### Exercise instructions
Go through the material line by line and tally those containing the string "calle". Only the tally is wanted.
_ _ _ _ _ _ _
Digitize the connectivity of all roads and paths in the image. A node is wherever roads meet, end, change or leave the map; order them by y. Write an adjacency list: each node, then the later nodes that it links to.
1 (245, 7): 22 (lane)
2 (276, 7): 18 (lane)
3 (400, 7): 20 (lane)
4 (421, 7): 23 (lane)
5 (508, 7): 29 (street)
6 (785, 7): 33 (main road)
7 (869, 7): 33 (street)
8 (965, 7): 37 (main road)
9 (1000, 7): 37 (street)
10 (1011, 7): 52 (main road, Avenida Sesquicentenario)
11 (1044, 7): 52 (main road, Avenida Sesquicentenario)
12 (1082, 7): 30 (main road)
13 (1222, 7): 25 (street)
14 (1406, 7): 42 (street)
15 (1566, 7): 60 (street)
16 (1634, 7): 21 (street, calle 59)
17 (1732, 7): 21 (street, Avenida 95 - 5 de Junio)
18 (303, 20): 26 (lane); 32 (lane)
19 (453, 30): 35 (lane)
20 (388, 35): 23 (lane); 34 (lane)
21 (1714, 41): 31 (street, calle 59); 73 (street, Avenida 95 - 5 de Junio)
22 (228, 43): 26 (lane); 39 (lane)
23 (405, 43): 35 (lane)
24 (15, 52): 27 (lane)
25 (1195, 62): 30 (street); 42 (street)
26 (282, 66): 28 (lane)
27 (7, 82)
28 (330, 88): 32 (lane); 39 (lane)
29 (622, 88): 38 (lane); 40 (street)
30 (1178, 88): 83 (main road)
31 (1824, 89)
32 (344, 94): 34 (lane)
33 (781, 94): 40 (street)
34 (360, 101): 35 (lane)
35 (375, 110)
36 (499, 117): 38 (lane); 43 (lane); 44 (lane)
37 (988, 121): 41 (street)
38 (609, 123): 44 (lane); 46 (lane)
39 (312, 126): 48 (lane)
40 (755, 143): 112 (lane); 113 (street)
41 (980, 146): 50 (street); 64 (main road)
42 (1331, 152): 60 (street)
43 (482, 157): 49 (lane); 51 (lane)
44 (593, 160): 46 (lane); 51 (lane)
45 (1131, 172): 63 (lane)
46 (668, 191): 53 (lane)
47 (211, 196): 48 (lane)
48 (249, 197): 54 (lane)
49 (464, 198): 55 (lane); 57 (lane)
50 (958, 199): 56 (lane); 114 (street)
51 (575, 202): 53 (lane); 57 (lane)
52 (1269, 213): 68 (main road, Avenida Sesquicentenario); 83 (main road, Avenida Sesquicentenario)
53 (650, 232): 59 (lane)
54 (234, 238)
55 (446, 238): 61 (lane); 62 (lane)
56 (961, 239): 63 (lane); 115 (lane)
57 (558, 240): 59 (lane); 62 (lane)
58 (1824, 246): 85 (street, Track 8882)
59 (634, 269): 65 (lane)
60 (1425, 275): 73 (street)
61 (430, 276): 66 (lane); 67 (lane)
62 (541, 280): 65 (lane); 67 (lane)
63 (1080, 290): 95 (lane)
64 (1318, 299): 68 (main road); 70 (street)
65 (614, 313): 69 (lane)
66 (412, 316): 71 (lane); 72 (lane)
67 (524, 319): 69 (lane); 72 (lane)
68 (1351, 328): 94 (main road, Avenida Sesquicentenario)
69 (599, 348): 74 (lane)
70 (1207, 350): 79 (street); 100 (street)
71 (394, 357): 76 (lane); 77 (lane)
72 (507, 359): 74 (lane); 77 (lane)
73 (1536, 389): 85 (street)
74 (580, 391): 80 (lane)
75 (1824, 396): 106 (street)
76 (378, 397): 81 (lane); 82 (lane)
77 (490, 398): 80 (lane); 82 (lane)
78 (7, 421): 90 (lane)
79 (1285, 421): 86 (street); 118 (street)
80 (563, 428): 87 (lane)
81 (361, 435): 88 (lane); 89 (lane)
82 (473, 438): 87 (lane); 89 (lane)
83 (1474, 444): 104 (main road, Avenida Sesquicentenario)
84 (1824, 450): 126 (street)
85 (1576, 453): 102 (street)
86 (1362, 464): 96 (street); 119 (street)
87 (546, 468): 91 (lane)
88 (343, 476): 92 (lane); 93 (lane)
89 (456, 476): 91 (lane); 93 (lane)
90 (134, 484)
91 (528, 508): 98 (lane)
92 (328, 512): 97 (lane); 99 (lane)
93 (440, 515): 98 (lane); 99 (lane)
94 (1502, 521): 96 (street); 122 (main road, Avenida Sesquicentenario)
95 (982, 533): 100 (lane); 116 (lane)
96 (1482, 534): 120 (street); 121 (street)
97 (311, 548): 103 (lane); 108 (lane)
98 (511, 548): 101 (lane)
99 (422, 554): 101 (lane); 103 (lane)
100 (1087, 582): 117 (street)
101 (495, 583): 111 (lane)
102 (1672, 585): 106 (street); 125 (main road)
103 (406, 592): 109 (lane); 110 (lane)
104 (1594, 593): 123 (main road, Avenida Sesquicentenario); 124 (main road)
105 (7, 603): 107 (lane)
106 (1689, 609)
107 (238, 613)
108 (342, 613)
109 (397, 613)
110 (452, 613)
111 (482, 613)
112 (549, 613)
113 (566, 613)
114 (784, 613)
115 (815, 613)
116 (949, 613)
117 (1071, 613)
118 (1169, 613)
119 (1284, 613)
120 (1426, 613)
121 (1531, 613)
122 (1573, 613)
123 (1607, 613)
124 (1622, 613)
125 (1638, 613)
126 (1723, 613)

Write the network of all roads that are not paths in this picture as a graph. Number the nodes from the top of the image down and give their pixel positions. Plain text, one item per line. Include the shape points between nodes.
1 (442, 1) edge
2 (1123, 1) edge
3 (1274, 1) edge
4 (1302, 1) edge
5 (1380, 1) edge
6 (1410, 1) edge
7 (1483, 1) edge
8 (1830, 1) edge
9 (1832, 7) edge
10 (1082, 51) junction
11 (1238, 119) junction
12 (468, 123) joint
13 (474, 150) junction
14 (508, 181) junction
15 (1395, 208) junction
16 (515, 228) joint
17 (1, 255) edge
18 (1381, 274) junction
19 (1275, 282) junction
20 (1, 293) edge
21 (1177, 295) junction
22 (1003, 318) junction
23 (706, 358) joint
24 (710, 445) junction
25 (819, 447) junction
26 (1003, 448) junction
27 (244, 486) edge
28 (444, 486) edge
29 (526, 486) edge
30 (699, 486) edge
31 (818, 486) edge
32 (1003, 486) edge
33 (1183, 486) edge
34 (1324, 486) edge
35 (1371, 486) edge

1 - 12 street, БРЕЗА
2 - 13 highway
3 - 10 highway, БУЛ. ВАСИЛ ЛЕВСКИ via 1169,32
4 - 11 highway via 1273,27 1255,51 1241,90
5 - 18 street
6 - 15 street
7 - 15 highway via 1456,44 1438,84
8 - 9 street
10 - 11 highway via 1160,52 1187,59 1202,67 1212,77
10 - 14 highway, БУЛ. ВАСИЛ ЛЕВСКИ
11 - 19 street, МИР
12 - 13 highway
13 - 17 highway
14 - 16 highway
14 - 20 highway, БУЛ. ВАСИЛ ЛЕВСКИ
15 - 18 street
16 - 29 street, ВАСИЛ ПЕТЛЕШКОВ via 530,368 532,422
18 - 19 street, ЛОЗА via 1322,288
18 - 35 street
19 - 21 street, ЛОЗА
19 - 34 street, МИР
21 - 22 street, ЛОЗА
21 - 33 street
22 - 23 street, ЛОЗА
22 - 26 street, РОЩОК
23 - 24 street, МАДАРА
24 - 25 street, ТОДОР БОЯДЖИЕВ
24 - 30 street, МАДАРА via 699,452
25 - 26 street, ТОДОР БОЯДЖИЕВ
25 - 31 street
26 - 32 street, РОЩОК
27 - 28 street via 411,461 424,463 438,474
_ _ _ _ _ _ _
### Answer for this exercise
2